I have a girlfriend who spends her time traveling all over the world and doing things that interest her. She doesn't have a job. She enjoys her life. She never bought into societal rules- at least not as long as I have known her. She is one of the sweetest people I know and I admire her immensely. She calls the most unique and incredible people across the world her friends. She is smart, emotionally intelligent, beautiful, kind, fun as hell, and extremely interesting. I remember one time while visiting Miami (her family lives here so she lands here often), she told me about a great book she read where the people of San Francisco got fed up with how things were going on Earth that they took to the streets with pickaxes and went at the cement roads. After some time, everything turned green and life started going back to the way nature would have intended if not for us. I think about that conversation we had often because whenever I get fed up with the way things are, I'd like to go outside with a pickaxe and have at the streets of Coral Gables (not so much city beautiful but city where you are FORBIDDEN to garden on your front lawn or paint the inside of your house without a permit). I often wonder... does anyone else feel this way? And if some do, are we all just so socially conditioned that we all remain paralyzed and sit (somewhat) idly by while the well being of this world and its inhabitants continues to decline at a staggering rate?
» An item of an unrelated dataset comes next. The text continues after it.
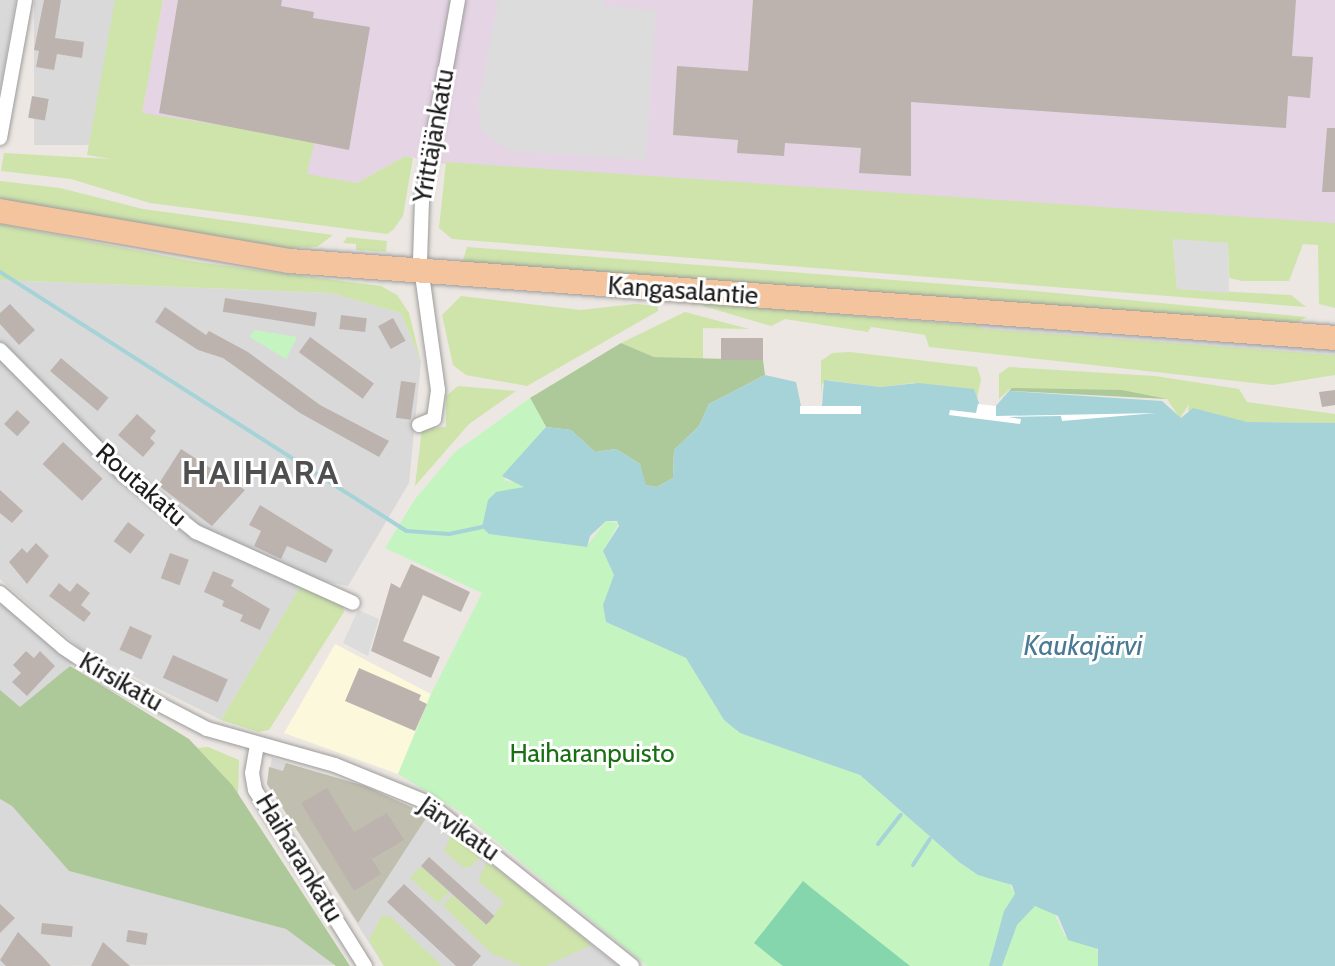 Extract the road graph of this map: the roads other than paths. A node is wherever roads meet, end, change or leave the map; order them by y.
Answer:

I appreciate that most people I know work for their own brand of change. Some people work to improve themselves, some work for the hungry of the world, some work for water conservation, some work to stop fracking, some work to preserve the last pair of a rare kind of rhinoceros, and on and on and on. But is this enough?? I believe despite hard work against the powers and status quos that be, something still has a hold on us. Some unspoken fear that keeps us from revolt in the face of so many absolute injustices. I include myself in this because as much as I would love to paint a peace sign on my face and run naked through the streets chanting "only love is real!", I don't.
It's difficult to live in this world when you have experienced the other side. To know it used to be okay to bask in the sun all day because the foods we ate were so pure and biodynamic that they were a natural sunscreen makes me question how we live today. To know we were so connected to the land that we would know what plants to eat or not, or at least have the guidance of a plant shaman to tell us which to eat, makes me question how we live today. To not be able to breastfeed my children without getting shameful looks makes me question. To be called a "nutbag" because I chose to birth my children at home away from unnecessary interventions makes me question. To be in a world of 7 billion people and feel lonely- along with so many others- makes me question. To consider the educational system of standardized tests and thoughtless content makes me wonder. To know that companies that poison us like Coca Cola and McDonalds have fat pockets yet socially responsible companies can't make a name for themselves because they lack "market appeal" makes me wonder. To know that we as a people are so numbed we've stopped asking simple questions such as "where does the money go?" or "what are our true origins?" makes me wonder.
The truth is, most of this modern life makes me wonder.
And yet, I still haven't picked up my pickaxe. Just a bag of organic, gluten-free animal crackers.